[Collected data]
##############################

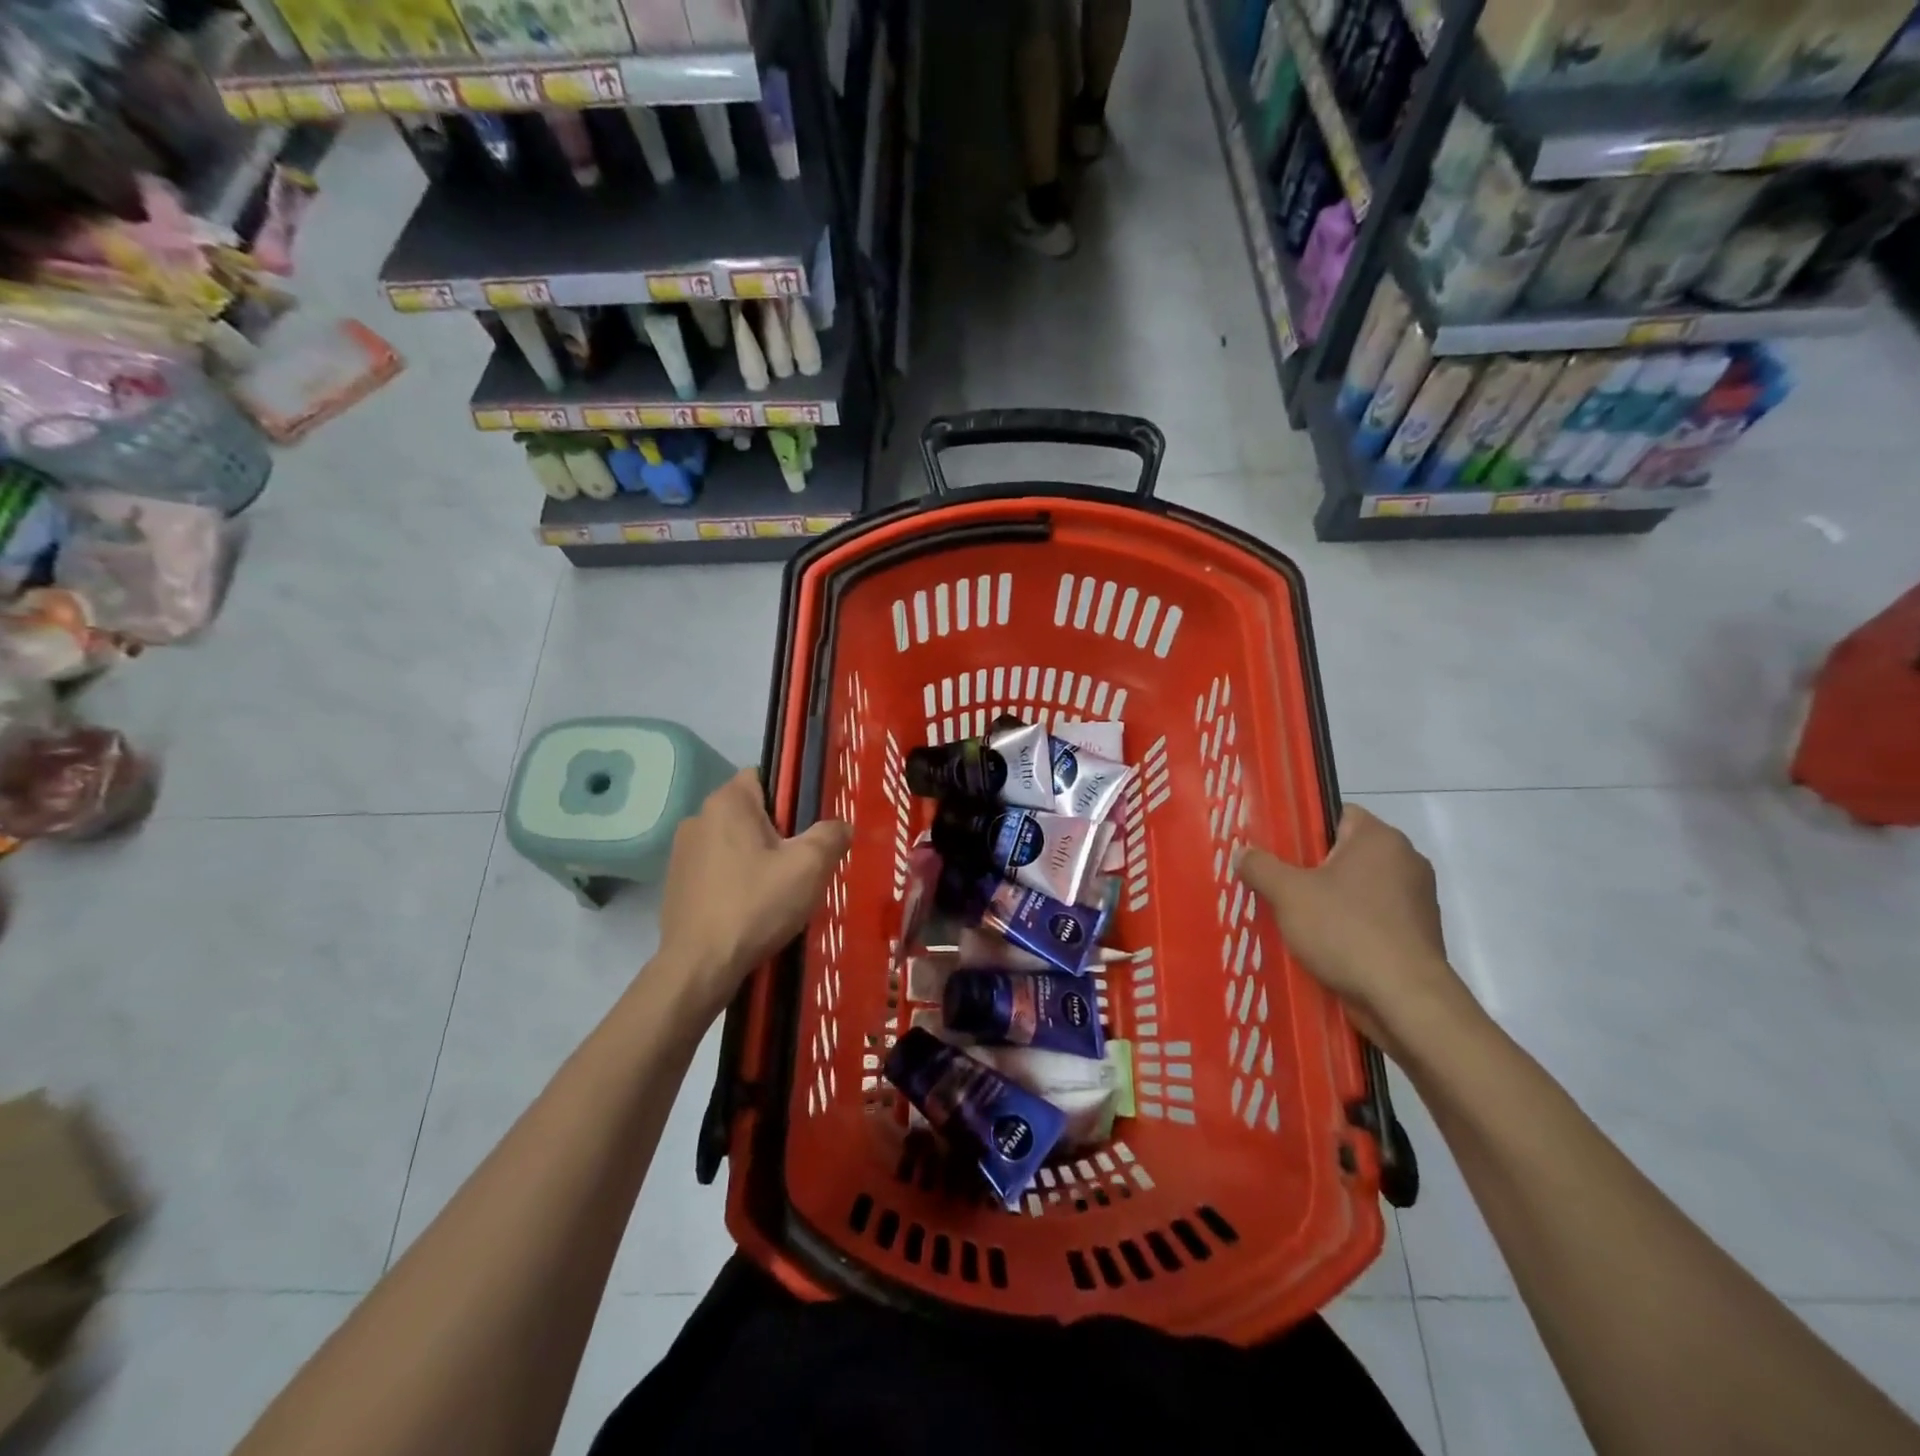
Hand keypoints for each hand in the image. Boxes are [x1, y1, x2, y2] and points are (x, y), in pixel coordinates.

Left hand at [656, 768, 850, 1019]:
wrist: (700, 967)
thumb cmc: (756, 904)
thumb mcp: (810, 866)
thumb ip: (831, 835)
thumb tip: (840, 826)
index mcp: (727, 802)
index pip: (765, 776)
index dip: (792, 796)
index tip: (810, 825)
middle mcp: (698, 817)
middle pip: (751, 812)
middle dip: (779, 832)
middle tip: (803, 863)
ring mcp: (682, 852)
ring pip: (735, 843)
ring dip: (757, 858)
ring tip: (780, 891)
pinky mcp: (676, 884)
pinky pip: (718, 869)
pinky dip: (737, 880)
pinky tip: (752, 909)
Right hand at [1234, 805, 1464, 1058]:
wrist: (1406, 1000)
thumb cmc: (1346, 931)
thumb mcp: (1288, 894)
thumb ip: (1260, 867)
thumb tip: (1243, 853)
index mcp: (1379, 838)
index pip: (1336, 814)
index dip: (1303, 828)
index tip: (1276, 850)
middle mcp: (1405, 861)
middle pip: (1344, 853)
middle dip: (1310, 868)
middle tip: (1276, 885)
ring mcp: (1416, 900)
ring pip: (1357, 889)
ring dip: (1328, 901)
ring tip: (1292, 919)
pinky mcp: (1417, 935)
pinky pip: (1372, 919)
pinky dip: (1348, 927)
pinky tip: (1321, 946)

##############################

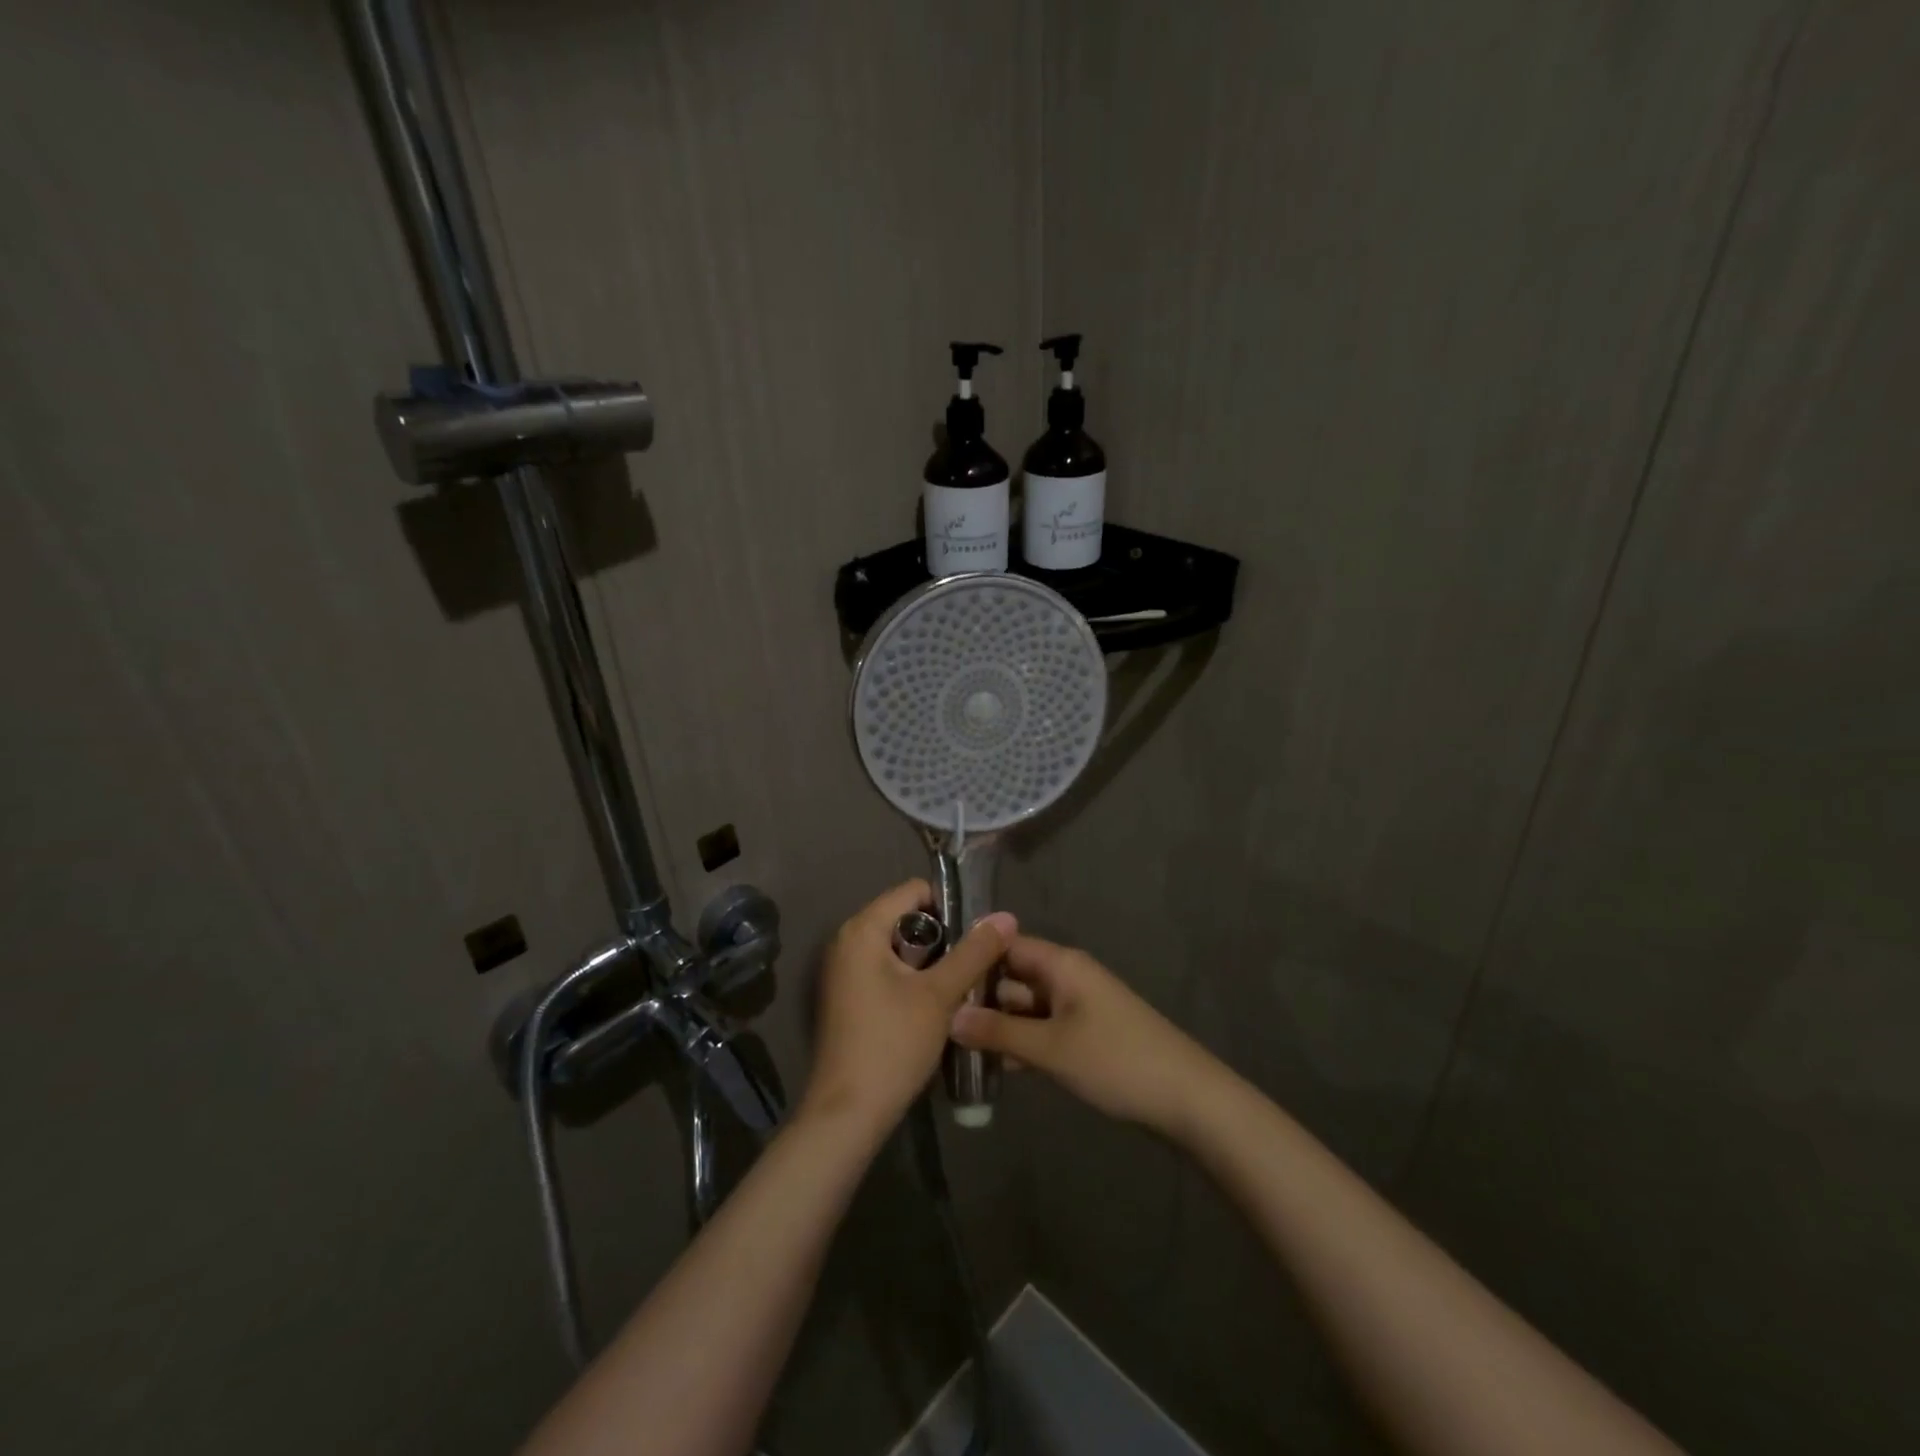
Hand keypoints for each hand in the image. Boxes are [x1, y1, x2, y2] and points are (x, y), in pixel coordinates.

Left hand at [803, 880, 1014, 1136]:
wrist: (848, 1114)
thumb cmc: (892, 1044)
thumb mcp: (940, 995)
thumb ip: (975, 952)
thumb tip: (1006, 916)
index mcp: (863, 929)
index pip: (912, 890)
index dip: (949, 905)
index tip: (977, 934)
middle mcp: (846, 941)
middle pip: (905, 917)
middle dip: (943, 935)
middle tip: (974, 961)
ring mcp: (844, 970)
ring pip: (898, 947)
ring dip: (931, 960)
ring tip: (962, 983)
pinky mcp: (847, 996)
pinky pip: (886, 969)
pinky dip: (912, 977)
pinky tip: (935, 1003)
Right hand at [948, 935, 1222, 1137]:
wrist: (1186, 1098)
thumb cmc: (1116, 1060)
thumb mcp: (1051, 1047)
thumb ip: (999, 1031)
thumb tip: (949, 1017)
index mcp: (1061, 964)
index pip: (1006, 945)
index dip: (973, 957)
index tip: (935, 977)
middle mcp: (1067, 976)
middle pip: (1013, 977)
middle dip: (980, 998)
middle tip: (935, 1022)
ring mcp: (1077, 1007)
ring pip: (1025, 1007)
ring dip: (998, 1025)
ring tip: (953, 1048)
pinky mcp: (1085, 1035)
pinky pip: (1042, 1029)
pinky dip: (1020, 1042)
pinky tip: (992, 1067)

##############################

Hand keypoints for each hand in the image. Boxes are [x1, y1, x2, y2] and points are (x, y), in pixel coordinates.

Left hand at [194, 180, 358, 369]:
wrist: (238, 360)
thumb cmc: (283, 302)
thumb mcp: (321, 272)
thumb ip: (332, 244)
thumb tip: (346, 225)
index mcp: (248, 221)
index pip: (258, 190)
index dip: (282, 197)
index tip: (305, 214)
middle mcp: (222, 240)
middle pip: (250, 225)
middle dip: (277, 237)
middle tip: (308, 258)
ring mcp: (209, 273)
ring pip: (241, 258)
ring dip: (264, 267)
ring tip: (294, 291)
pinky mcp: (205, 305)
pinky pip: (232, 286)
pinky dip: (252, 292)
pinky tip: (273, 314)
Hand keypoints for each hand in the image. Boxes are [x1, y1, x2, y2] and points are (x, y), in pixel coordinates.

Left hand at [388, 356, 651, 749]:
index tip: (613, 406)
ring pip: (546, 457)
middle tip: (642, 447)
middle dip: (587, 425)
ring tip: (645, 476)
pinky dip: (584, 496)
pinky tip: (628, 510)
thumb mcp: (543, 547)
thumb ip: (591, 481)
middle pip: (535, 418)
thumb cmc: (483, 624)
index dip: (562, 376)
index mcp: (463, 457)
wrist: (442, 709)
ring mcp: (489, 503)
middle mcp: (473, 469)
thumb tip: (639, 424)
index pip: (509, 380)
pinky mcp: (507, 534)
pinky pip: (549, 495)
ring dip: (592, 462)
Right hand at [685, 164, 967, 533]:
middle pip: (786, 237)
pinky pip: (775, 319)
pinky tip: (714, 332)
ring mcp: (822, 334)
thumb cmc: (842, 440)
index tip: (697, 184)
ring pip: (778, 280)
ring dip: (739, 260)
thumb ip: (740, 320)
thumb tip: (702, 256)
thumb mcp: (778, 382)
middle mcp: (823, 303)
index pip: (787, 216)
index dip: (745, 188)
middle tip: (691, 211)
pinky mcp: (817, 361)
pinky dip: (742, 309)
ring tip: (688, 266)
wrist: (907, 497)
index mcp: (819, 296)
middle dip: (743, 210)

##############################

Work task: Reproduce each line of the data containing the word "Right".

Answer box:
Right hand at [1234, 805, 1464, 1058]:
Right hand at [948, 935, 1222, 1137]:
Right hand at [685, 164, 967, 533]:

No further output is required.